Hi,
Could any one of you let me know any simple Unix command for deleting first 10 letters of first line in unix?
Eg: 123456789ABC --Input
ABC--Output
Thanks
Sue
You mean CB? (1-9 is 9 chars, not 10)
echo "123456789ABC" | sed 's/^..........//'
Hi,
Thank you. It worked when i use the code provided by you. Suppose if i need to use that code for a file and if i want to replace the input file with the first 10 letters removed, how can i do that?
Thanks
Sue
sed 's/^..........//' inputfile > newfile
Hi,
If i do like that, i am getting an output file with 0 bytes.
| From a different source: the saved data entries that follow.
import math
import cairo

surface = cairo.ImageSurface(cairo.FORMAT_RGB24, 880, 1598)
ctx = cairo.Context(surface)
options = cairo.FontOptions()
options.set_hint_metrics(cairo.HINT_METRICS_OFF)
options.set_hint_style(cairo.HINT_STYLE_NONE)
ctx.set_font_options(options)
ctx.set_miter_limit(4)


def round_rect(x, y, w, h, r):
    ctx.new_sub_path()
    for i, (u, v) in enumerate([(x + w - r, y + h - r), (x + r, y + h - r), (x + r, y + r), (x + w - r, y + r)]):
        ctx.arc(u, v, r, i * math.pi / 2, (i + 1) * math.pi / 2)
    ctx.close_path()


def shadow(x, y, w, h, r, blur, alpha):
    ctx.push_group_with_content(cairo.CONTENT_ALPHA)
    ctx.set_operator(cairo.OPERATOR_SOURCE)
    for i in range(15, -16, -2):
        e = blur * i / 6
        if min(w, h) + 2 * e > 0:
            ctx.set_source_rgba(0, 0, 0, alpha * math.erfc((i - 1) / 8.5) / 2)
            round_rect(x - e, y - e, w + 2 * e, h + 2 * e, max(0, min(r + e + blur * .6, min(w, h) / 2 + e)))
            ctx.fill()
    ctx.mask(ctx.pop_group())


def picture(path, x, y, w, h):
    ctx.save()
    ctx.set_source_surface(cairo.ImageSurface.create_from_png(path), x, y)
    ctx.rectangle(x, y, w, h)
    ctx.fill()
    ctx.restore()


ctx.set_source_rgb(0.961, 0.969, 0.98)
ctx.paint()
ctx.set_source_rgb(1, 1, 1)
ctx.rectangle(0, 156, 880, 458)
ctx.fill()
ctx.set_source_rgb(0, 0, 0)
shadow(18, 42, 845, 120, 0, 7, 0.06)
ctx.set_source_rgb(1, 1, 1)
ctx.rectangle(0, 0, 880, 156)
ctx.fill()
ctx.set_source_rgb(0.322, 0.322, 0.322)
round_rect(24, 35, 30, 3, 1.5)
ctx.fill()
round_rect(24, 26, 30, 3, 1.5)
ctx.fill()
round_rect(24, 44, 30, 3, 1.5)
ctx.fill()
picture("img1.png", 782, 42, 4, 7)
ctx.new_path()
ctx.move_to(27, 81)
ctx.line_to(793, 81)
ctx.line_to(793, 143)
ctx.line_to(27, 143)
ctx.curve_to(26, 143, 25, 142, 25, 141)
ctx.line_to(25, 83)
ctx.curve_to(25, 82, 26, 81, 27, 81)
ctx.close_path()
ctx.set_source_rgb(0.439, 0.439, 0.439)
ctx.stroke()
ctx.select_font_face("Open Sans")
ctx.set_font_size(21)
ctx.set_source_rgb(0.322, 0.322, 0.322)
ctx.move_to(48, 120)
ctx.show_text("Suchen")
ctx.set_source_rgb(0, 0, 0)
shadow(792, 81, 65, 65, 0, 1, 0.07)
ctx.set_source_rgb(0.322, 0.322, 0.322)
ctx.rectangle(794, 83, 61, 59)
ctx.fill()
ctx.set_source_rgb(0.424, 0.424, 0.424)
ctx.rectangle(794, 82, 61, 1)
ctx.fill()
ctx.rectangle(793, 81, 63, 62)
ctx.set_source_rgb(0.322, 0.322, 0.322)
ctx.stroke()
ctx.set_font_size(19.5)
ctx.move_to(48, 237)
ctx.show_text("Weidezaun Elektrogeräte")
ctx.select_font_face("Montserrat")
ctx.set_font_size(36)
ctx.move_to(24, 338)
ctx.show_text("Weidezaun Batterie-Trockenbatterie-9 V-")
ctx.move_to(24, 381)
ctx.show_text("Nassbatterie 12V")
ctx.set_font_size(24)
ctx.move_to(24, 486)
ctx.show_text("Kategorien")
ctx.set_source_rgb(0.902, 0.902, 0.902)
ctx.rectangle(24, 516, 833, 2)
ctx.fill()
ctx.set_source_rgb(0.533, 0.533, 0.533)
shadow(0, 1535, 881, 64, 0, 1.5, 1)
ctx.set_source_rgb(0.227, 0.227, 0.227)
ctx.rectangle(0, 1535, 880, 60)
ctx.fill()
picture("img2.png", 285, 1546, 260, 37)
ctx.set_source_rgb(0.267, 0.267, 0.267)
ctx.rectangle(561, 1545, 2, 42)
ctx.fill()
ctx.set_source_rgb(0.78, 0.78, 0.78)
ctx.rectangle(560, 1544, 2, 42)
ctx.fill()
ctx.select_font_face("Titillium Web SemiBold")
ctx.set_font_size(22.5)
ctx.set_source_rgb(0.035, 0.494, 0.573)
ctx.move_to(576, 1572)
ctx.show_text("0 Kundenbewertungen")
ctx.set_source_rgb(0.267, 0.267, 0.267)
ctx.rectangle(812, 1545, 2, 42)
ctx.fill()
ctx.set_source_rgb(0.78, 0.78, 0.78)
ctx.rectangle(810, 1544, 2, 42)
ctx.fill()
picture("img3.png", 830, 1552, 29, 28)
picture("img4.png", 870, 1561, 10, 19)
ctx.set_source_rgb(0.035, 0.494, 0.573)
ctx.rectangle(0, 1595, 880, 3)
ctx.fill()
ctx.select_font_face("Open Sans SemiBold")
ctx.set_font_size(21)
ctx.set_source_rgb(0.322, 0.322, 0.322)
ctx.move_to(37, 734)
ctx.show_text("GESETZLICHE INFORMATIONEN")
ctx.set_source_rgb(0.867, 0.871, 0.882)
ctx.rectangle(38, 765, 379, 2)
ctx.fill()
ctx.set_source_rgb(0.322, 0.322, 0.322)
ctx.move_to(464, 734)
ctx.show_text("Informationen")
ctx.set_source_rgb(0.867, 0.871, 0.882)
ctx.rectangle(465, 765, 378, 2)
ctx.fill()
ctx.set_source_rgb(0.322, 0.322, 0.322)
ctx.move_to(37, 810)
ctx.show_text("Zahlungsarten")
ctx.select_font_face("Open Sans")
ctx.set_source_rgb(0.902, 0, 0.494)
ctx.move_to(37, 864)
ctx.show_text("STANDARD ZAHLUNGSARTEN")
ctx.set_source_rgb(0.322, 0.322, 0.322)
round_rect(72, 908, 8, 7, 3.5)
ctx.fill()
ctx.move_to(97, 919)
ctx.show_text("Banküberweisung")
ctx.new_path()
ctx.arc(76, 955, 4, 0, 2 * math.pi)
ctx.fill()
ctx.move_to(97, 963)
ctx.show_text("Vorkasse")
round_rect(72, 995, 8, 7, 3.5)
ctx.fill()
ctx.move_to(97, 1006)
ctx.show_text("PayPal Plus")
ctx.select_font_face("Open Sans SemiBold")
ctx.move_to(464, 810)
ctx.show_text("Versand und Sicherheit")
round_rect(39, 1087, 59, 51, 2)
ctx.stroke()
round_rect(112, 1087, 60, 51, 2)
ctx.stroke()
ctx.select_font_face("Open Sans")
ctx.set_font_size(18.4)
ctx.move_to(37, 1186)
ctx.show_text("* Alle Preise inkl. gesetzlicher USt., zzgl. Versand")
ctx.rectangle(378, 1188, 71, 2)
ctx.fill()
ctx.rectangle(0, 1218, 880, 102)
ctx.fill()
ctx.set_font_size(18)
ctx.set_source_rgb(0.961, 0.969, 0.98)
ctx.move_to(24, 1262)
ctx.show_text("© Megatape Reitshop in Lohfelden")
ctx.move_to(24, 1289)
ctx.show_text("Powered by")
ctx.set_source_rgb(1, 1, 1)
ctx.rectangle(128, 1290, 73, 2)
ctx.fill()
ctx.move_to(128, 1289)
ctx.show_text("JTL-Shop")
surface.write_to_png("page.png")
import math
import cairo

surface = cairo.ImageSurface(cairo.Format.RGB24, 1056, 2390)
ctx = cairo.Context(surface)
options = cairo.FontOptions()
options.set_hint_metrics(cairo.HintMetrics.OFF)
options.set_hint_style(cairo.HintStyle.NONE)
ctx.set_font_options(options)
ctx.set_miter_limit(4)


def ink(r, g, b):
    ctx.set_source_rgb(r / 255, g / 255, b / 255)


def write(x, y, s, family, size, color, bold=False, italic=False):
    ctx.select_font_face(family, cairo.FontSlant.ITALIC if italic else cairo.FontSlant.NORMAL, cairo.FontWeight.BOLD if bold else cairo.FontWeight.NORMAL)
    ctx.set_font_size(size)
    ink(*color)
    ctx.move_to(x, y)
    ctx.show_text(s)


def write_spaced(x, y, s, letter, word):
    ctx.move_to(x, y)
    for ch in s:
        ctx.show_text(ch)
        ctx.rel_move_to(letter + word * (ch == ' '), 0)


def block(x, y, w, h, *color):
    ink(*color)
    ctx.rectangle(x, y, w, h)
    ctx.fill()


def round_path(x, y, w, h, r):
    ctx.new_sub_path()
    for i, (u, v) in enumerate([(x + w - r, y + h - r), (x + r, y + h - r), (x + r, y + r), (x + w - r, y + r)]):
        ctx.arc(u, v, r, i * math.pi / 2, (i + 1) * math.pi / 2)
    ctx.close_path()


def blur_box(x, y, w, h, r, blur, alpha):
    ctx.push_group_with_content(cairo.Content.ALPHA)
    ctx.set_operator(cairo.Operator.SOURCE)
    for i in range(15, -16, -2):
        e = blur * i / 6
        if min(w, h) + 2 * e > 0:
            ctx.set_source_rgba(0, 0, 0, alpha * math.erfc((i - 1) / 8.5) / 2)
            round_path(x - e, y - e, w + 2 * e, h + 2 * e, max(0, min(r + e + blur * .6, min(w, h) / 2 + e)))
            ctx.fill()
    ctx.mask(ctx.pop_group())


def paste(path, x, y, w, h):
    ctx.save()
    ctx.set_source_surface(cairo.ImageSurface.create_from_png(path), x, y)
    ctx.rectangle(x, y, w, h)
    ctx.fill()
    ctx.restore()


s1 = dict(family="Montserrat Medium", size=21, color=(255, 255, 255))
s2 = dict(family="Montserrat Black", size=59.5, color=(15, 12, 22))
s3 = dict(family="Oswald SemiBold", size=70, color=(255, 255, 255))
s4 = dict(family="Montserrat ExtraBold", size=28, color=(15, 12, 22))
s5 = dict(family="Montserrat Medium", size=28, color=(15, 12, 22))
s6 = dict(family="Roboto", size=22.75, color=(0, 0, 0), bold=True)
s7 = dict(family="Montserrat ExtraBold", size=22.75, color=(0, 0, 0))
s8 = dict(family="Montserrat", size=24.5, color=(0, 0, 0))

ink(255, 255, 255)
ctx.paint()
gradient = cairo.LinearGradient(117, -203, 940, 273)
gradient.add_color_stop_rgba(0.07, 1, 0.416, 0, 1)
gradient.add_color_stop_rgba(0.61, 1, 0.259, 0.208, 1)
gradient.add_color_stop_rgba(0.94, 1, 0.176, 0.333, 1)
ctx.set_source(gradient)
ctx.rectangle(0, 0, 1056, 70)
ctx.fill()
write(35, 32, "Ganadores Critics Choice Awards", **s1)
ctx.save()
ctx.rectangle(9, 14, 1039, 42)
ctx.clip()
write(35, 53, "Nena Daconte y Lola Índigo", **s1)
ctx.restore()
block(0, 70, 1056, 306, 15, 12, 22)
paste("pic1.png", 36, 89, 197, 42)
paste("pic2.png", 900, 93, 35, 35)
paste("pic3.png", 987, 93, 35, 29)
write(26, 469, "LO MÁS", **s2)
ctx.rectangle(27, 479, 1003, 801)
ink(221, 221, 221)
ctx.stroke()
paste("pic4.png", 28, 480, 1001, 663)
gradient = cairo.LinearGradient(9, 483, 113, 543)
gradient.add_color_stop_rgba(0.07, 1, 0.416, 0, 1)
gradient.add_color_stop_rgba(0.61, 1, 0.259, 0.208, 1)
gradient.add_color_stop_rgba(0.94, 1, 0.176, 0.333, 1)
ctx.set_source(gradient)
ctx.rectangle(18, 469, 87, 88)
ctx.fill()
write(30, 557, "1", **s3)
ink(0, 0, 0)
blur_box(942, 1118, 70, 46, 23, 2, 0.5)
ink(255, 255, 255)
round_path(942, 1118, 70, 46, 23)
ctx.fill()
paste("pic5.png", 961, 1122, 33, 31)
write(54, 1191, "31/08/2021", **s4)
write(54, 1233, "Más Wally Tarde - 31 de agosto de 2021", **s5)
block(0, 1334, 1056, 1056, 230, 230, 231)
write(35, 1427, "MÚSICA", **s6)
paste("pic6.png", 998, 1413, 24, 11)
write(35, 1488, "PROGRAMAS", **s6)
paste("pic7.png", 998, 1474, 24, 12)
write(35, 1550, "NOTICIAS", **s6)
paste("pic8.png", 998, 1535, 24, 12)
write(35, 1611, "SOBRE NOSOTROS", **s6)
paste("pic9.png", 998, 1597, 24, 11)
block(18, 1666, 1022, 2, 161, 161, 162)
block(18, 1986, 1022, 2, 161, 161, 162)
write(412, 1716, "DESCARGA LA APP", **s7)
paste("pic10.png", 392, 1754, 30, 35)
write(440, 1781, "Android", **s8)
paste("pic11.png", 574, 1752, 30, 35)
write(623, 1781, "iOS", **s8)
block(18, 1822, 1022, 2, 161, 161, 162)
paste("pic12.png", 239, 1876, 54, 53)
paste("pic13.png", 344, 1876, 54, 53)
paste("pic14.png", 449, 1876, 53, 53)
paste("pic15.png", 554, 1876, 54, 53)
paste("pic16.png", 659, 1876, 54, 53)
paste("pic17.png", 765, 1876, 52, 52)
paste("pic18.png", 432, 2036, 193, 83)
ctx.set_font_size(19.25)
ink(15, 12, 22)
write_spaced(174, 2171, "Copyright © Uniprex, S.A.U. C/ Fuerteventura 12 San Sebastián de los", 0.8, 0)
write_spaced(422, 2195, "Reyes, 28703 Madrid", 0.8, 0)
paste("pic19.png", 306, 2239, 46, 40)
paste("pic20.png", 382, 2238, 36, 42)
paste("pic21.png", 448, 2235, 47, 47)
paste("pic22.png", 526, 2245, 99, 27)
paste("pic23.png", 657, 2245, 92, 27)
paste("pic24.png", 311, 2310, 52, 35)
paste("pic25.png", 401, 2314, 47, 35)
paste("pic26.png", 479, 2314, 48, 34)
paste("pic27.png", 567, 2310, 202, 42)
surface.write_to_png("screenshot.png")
Please adivice me what can be done to resolve this.
Thanks
Sue
Hmm, but that is not very flexible, imagine the next problem being to remove the first 43 characters. How about:
echo "123456789ABC" | cut -c11-
Hi,
The following command gave me the correct results:
cut -c39- In_Put.txt > Out_Put.txt
Thanks Once again,
Sue
My output is:
-----------------------------
Now run:
My output is:
in testB
For deleting first n number of chars, instead of writing 'n' dots(.), following pattern can be used -
^.\{n\}
so the sed can be changed to
cat testA |sed 's/^.\{n\}//' > testB
if you want to change all the file name as u required then this might help u
ls | while read file
do
file_req=`echo ${file} | sed 's/^.\{n\}//' `
mv ${file} ${file_req}
done